**Instructions to follow**.
Any image in the records should be left out; output everything else exactly.
= Beginning of Section =
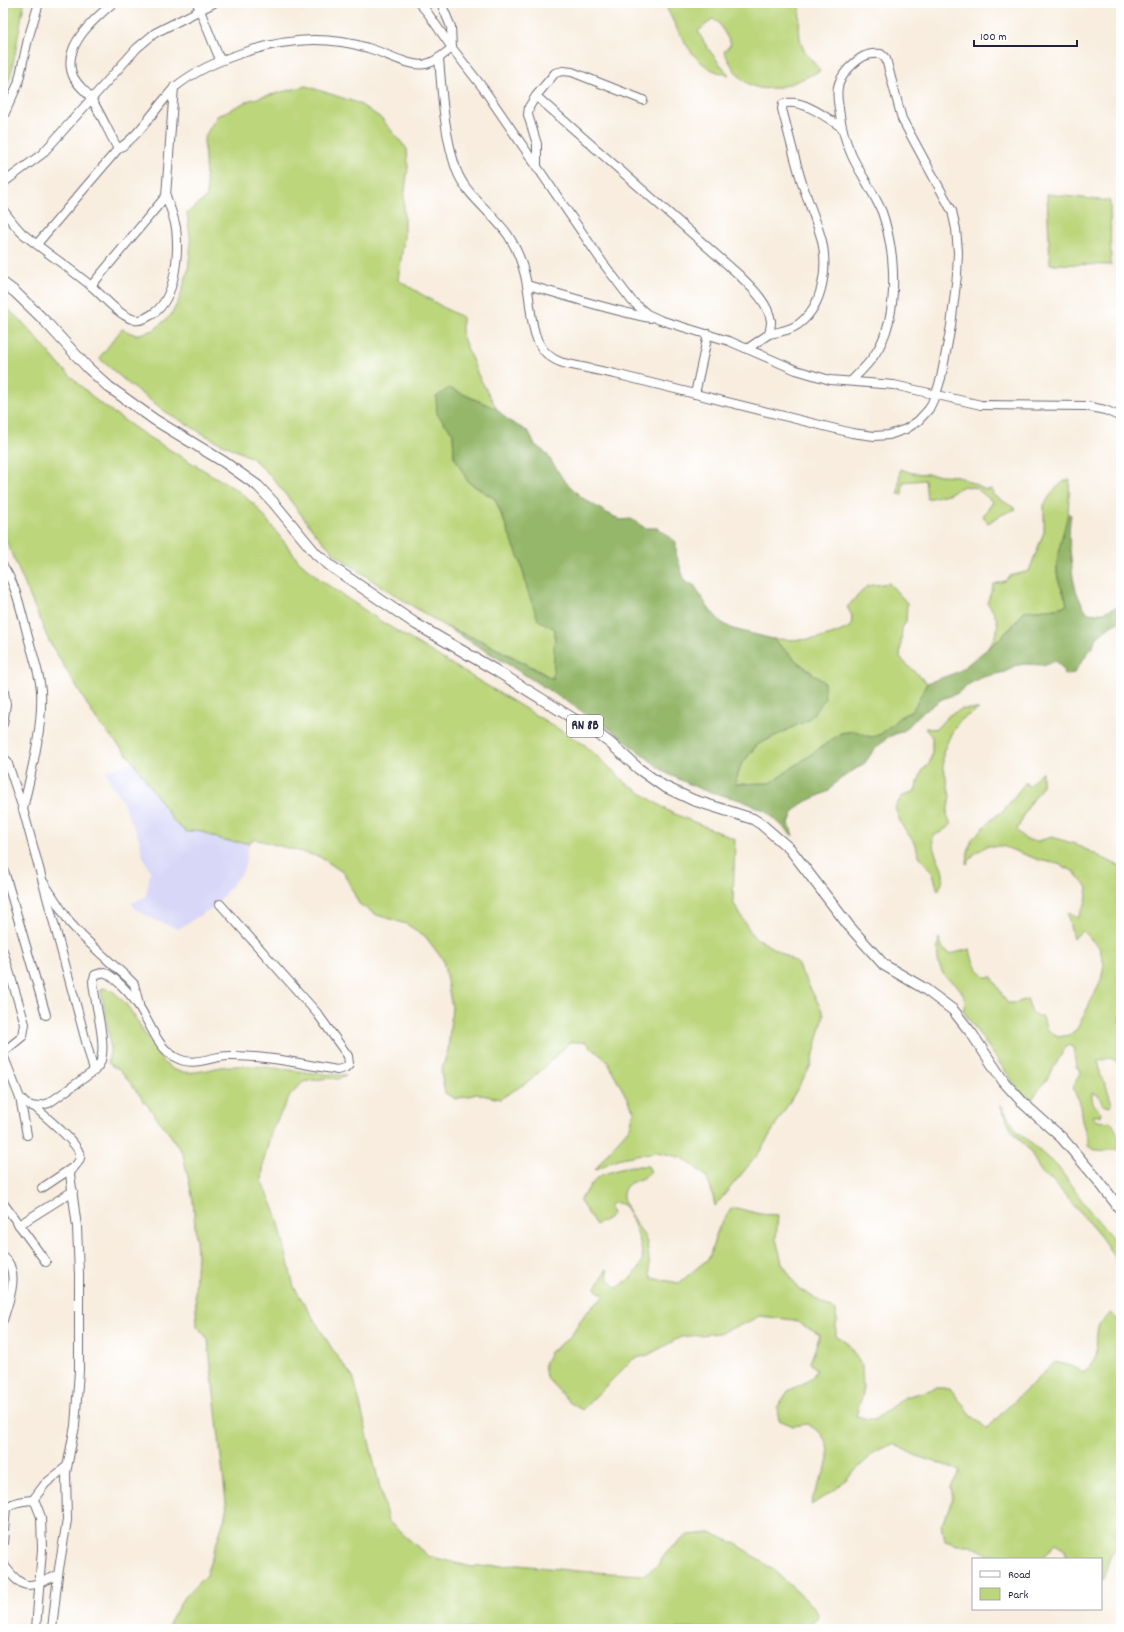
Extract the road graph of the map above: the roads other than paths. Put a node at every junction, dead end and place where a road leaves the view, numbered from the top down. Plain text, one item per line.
1 (40, 3) edge
2 (113, 3) edge
3 (214, 3) edge
4 (419, 3) edge
5 (441, 3) edge
6 (198, 6) edge
7 (452, 48) junction
8 (439, 58) junction
9 (220, 60) junction
10 (174, 87) junction
11 (536, 96) junction
12 (92, 98) junction
13 (643, 100) dead end
14 (3, 117) edge
15 (841, 127) junction
16 (118, 149) junction
17 (537, 168) junction
18 (3, 183) edge
19 (166, 196) junction
20 (3, 210) edge
21 (37, 244) junction
22 (3, 283) edge
23 (527, 285) junction
24 (91, 286) junction
25 (660, 320) junction
26 (708, 334) junction
27 (769, 334) junction
28 (747, 349) junction
29 (851, 382) junction
30 (695, 394) junction
31 (936, 394) junction
32 (1121, 417) edge
33 (3, 566) edge
34 (3, 686) edge
35 (3, 724) edge
36 (3, 757) edge
37 (23, 809) junction
38 (3, 867) edge
39 (42, 880) junction
40 (220, 904) dead end
41 (3, 951) edge
42 (139, 1007) junction
43 (46, 1015) dead end
44 (3, 1048) edge
45 (3, 1055) edge
46 (94, 1071) junction
47 (20, 1098) junction
48 (35, 1107) junction
49 (27, 1135) dead end
50 (72, 1168) junction
51 (42, 1188) dead end
52 (73, 1192) junction
53 (4, 1206) edge
54 (1121, 1210) edge
55 (19, 1225) junction
56 (3, 1256) edge
57 (46, 1262) dead end
58 (3, 1320) edge
59 (67, 1466) junction
60 (32, 1500) junction
61 (4, 1509) edge
62 (3, 1543) edge
63 (3, 1564) edge
64 (58, 1575) junction
65 (39, 1584) junction
66 (36, 1629) edge
67 (52, 1629) edge

1 - 14 street
2 - 12 street
3 - 6 street
4 - 7 street
5 - 7 street
6 - 9 street
6 - 12 street
7 - 8 street
7 - 17 street
8 - 9 street
8 - 23 street
9 - 10 street
10 - 16 street
10 - 19 street
11 - 13 street
11 - 17 street
11 - 27 street
12 - 16 street
12 - 18 street
15 - 27 street
15 - 29 street
15 - 31 street
16 - 21 street
17 - 25 street
19 - 24 street
19 - 24 street
20 - 21 street
21 - 24 street
22 - 54 main road, RN 8B
23 - 25 street
23 - 30 street
25 - 26 street
26 - 28 street
26 - 30 street
27 - 28 street
28 - 29 street
29 - 31 street
30 - 31 street
31 - 32 street
33 - 37 street
34 - 35 street
36 - 37 street
37 - 39 street
38 - 43 street
39 - 42 street
39 - 46 street
40 - 42 street
41 - 44 street
42 - 46 street
45 - 47 street
46 - 48 street
47 - 48 street
47 - 49 street
48 - 50 street
50 - 51 street
50 - 52 street
52 - 55 street
52 - 59 street
53 - 55 street
55 - 57 street
56 - 58 street
59 - 60 street
59 - 64 street
60 - 61 street
60 - 65 street
61 - 62 street
63 - 65 street
64 - 65 street
64 - 67 street
65 - 66 street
= End of Section =
**Answer to this exercise**.
Extract the road graph of the map above: the roads other than paths. Put a node at every junction, dead end and place where a road leaves the view, numbered from the top down. Plain text, one item per line.
1 (40, 3) edge
2 (113, 3) edge
3 (214, 3) edge
4 (419, 3) edge
5 (441, 3) edge
6 (198, 6) edge
7 (452, 48) junction
8 (439, 58) junction
9 (220, 60) junction
10 (174, 87) junction
11 (536, 96) junction
12 (92, 98) junction
13 (643, 100) dead end
14 (3, 117) edge
15 (841, 127) junction
16 (118, 149) junction
17 (537, 168) junction
18 (3, 183) edge
19 (166, 196) junction
20 (3, 210) edge
21 (37, 244) junction
22 (3, 283) edge
23 (527, 285) junction
24 (91, 286) junction
25 (660, 320) junction
26 (708, 334) junction
27 (769, 334) junction
28 (747, 349) junction
29 (851, 382) junction
30 (695, 394) junction
31 (936, 394) junction
32 (1121, 417) edge
33 (3, 566) edge
34 (3, 686) edge
35 (3, 724) edge
36 (3, 757) edge
37 (23, 809) junction
38 (3, 867) edge
39 (42, 880) junction
40 (220, 904) dead end
41 (3, 951) edge
42 (139, 1007) junction
43 (46, 1015) dead end
44 (3, 1048) edge
45 (3, 1055) edge
46 (94, 1071) junction
47 (20, 1098) junction
48 (35, 1107) junction
49 (27, 1135) dead end
50 (72, 1168) junction
51 (42, 1188) dead end
52 (73, 1192) junction
53 (4, 1206) edge
54 (1121, 1210) edge
55 (19, 1225) junction
56 (3, 1256) edge
57 (46, 1262) dead end
58 (3, 1320) edge
59 (67, 1466) junction
60 (32, 1500) junction
61 (4, 1509) edge
62 (3, 1543) edge
63 (3, 1564) edge
64 (58, 1575) junction
65 (39, 1584) junction
66 (36, 1629) edge
67 (52, 1629) edge

1 - 14 street
2 - 12 street
3 - 6 street
4 - 7 street
5 - 7 street
6 - 9 street
6 - 12 street
7 - 8 street
7 - 17 street
8 - 9 street
8 - 23 street
9 - 10 street
10 - 16 street
10 - 19 street
11 - 13 street
11 - 17 street
11 - 27 street
12 - 16 street
12 - 18 street
15 - 27 street
15 - 29 street
15 - 31 street
16 - 21 street
17 - 25 street
19 - 24 street
19 - 24 street
20 - 21 street
21 - 24 street
22 - 54 main road, RN 8B
23 - 25 street
23 - 30 street
25 - 26 street
26 - 28 street
26 - 30 street
27 - 28 street
28 - 29 street
29 - 31 street
30 - 31 street
31 - 32 street
33 - 37 street
34 - 35 street
36 - 37 street
37 - 39 street
38 - 43 street
39 - 42 street
39 - 46 street
40 - 42 street
41 - 44 street
42 - 46 street
45 - 47 street
46 - 48 street
47 - 48 street
47 - 49 street
48 - 50 street
50 - 51 street
50 - 52 street
52 - 55 street
52 - 59 street
53 - 55 street
55 - 57 street
56 - 58 street
59 - 60 street
59 - 64 street
60 - 61 street
60 - 65 street
61 - 62 street
63 - 65 street
64 - 65 street
64 - 67 street
65 - 66 street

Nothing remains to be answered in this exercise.